Vitamin requirement
Vitamins are essential nutrients that our body is unable to synthesise itself or can do so only to a limited extent. They therefore have to be supplied in our diet. They ensure that a large number of metabolic processes in the body run smoothly. Their functions are manifold and highly varied. Vitamins are important for the synthesis of new cells in your body. They ensure that the nutrients you ingest with your food are utilised, and they are essential for an intact immune system. For example, vitamin C helps fight various pathogens by boosting the immune system, vitamin D strengthens bones and vitamin B1 helps maintain a healthy skin.
There are a total of 13 different vitamins, which are divided into two groups depending on their solubility. The first group contains the water-soluble vitamins. These include all the B vitamins, such as B1, B2, B6, B12, niacin, biotin, pantothenic acid and folic acid, as well as vitamin C. The other group comprises those vitamins that are only soluble in fat, namely vitamins A, D, E and K. Then there are what are known as provitamins, such as beta-carotene, from which the body is able to synthesise vitamin A. These are also fat-soluble. This explains why you should always eat carrots and tomatoes together with some fat, for example a dip containing fat or a slice of bread and butter. Only then is your body able to absorb and utilise the beta-carotene these foods contain.

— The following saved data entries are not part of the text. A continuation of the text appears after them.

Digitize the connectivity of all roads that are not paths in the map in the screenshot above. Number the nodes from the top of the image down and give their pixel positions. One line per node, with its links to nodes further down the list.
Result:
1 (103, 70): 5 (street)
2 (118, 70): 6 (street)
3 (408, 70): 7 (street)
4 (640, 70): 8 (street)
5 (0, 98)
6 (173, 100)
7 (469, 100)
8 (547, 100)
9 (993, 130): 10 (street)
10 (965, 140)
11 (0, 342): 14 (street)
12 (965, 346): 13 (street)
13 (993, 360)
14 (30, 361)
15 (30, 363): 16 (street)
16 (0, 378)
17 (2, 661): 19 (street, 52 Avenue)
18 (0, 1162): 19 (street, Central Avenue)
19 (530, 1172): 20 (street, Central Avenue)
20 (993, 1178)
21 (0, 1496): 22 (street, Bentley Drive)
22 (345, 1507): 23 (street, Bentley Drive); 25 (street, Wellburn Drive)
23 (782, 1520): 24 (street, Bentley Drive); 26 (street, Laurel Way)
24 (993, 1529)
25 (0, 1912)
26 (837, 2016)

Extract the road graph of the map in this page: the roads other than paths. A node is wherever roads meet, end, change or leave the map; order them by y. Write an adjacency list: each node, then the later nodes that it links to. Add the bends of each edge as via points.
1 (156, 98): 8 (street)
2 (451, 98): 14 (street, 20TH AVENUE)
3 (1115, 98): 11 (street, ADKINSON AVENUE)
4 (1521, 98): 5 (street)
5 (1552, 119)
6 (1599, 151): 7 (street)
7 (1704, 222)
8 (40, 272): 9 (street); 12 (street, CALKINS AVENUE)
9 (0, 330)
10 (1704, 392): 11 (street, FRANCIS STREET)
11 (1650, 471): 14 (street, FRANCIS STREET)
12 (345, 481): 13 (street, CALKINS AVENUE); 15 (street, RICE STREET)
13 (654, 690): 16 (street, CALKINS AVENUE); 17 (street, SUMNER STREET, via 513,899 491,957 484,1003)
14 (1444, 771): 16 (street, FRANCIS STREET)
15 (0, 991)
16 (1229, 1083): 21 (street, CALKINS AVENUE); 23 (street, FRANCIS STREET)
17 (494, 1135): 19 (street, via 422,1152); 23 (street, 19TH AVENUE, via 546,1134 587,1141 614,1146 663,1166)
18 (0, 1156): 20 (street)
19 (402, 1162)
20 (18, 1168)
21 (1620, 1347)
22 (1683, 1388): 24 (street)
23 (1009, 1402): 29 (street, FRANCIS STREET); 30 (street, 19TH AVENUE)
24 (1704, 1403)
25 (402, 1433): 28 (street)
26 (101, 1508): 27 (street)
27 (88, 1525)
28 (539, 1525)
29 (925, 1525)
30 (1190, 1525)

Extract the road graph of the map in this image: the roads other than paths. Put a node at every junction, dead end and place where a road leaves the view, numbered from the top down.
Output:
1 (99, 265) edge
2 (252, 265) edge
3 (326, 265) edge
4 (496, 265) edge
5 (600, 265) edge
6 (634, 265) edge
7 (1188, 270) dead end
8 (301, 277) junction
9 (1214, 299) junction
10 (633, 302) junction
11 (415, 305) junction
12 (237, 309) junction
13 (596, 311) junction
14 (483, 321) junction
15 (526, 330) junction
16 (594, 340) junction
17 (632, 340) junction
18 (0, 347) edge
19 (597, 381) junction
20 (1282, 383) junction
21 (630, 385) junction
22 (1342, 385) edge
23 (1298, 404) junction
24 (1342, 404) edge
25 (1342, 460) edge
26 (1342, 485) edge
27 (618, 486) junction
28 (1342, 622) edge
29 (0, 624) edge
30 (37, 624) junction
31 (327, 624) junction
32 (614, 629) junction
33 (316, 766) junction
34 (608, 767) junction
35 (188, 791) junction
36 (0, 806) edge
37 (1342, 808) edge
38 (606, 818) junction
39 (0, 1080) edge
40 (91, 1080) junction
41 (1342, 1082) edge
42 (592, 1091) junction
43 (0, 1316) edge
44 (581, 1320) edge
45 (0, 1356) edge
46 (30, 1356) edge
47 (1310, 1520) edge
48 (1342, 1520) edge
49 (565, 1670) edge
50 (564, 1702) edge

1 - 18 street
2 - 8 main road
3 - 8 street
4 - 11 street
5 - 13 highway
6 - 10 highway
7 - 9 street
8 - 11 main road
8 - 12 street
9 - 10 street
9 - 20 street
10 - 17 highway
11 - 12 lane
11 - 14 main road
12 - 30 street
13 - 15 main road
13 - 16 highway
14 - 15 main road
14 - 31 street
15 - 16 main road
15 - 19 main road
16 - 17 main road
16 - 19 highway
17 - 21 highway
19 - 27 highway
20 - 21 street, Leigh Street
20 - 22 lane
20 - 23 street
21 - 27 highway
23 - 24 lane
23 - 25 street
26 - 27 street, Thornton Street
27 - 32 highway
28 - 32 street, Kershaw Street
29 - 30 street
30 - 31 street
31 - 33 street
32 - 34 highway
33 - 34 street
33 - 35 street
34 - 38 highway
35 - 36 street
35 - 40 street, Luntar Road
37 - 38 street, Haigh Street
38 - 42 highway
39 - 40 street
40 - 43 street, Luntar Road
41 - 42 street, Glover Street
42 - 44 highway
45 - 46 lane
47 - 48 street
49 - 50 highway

Vitamins are contained in a wide variety of foods. If you eat a lot of fruit and vegetables, you are supplying your body with vitamin C. Vitamin E occurs, for example, in vegetable oils, and the various B vitamins are found, for instance, in whole-grain products. It is therefore important to eat a varied, balanced diet so that all the vitamins are constantly replenished. But be careful: too much isn't good either. This is particularly true of the fat-soluble vitamins, ie. vitamins A, D, E and K. Unlike the water-soluble vitamins, they can accumulate in the body. A deficiency of vitamins can affect your health. However, this is unlikely to occur if you have a varied diet.
Practical tip: Vitamins are very sensitive. Storing fruit, vegetables and lettuce for long periods in daylight, boiling in large quantities of water and cooking at high temperatures result in the loss of vitamins.